I first noticed the changes in how I felt about the time a while ago. Already then 24 hours didn’t feel so anymore, and the year felt as if it was shorter than 365 days. Now, as for me, it flies even faster, so I decided to do some research.

Most of us believe that time is linear. Some agree that it’s circular and history always repeats itself. Others think it goes in spiral loops, overlapping but developing. There are more ideas about how time goes, but I was wondering if it was constant or it could actually speed up, so something that ancients agreed to be a minute was only three-quarters of that nowadays.

Apparently, it’s not just the length of time itself; it’s how we feel about it that changes over the lifetime. And there are a number of variables affecting it.

Psychological factors and emotions change how we judge the time. There was an experiment where participants were asked to talk to each other prior to telling the scientists who they want to participate in the next activity with.

Then each person stepped out of the room and scientists gave them one of the two options: they either said that nobody picked them, so they had to participate in the next activity on their own, or that everybody picked them, so to make it fair they should participate on their own. “Popular” participants reported that the following activity went by very fast, while “forsaken” ones stated that there was no end to it.

Memories and attention we pay to the world around also change how we notice the time. A new experience involving a lot of brain activity feels longer than familiar situations. Think of road trips: the way there always feels longer than the way back.

Moreover, we judge the present and the past time differently.  When we are fighting the flu, every minute feels like an hour. Yet, when we think of the time when we were sick, it feels like it was a brief period. The trick is that the routine gets coded in our brain as one experience.

Age also affects the way we feel about the time, here the proportionality matters. One year is the fifth part of your life when you are five, and of course, the summer lasts forever. And when you are 50, one year is just a little part of your life (one fiftieth), so it feels relatively short.

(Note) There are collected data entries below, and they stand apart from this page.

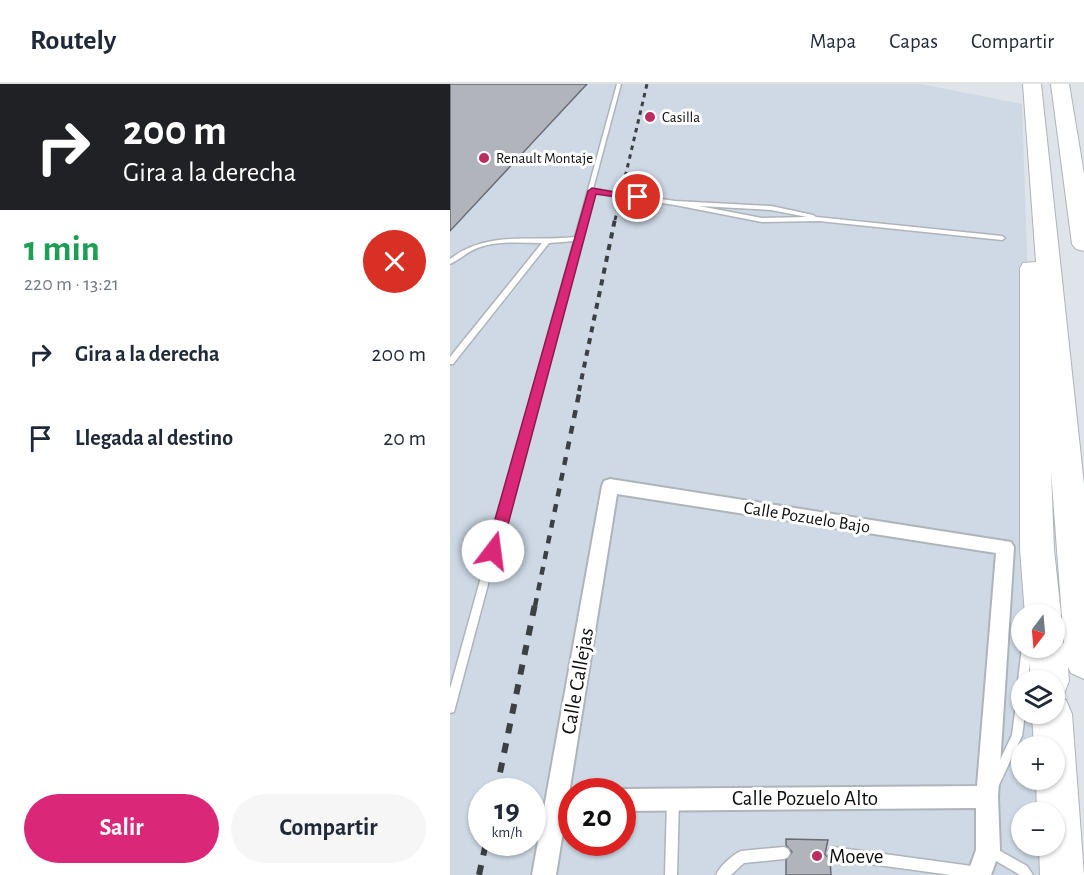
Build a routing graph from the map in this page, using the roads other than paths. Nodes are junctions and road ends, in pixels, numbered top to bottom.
1 (620, 84) edge
2 (1032, 84) edge
3 (1060, 84) edge
4 (1068, 84) edge
5 (1084, 128) edge
6 (1038, 138) junction
7 (592, 191) junction
8 (675, 203) junction
9 (819, 219) junction
10 (580, 238) junction
11 (1002, 238) dead end
12 (546, 241) junction
13 (1084, 244) edge
14 (450, 262) edge
15 (450, 362) edge
16 (610, 486) joint
17 (1037, 604) edge
18 (1084, 661) edge
19 (450, 708) edge
20 (1019, 724) edge
21 (1053, 724) edge
22 (567, 778) edge
23 (987, 797) junction
24 (674, 799) junction
25 (636, 800) edge
26 (558, 822) edge
27 (988, 850) junction
28 (784, 853) dead end
29 (833, 853) dead end
30 (979, 874) edge
31 (544, 875) edge
32 (671, 875) edge
33 (722, 875) edge
34 (1027, 875) edge
35 (1063, 875) edge

1 - 7 lane
2 - 6 highway
3 - 13 highway
4 - 5 highway
6 - 17 highway
6 - 18 highway
7 - 8 lane
7 - 10 lane
8 - 9 lane
8 - 9 lane
9 - 11 lane
10 - 12 lane
10 - 19 lane
12 - 14 lane
12 - 15 lane
16 - 22 street, Calle Callejas
16 - 23 street, Calle Pozuelo Bajo
20 - 23 lane
21 - 35 highway
23 - 24 street, Calle Pozuelo Alto
23 - 27 street
24 - 25 street, Calle Pozuelo Alto
24 - 32 lane
26 - 31 street, Calle Callejas
27 - 30 street
27 - 34 lane
28 - 33 lane
29 - 30 lane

Furthermore, life experience is another thing that tricks us when it comes to time perception. The older we get, the more experience we gain, the fewer activities remain new to us. Everything looks simpler and easier, requires less brainwork and gets coded as routine. So weekends pass by without us even noticing.

On top, we feel that the future is a broad area where we have enough time for everything. Ask busy people to give you 10 minutes now - they won’t have time.  But ask them to give you an hour in a year, and they will happily arrange a meeting.

And finally, not only do we feel different, but we also think differently about how the time goes. If you say that the appointment is moved two days forward from Wednesday, some people will think that it’s now scheduled for Monday, while others will believe that it will take place on Friday. Some of us feel that the time comes towards them, while others feel that they move through the time.

I still don’t know if time is a permanent volume, yet this research reminded me that despite its elusiveness time is our only real limited nonrenewable treasure, so making it last longer by filling it with life makes sense.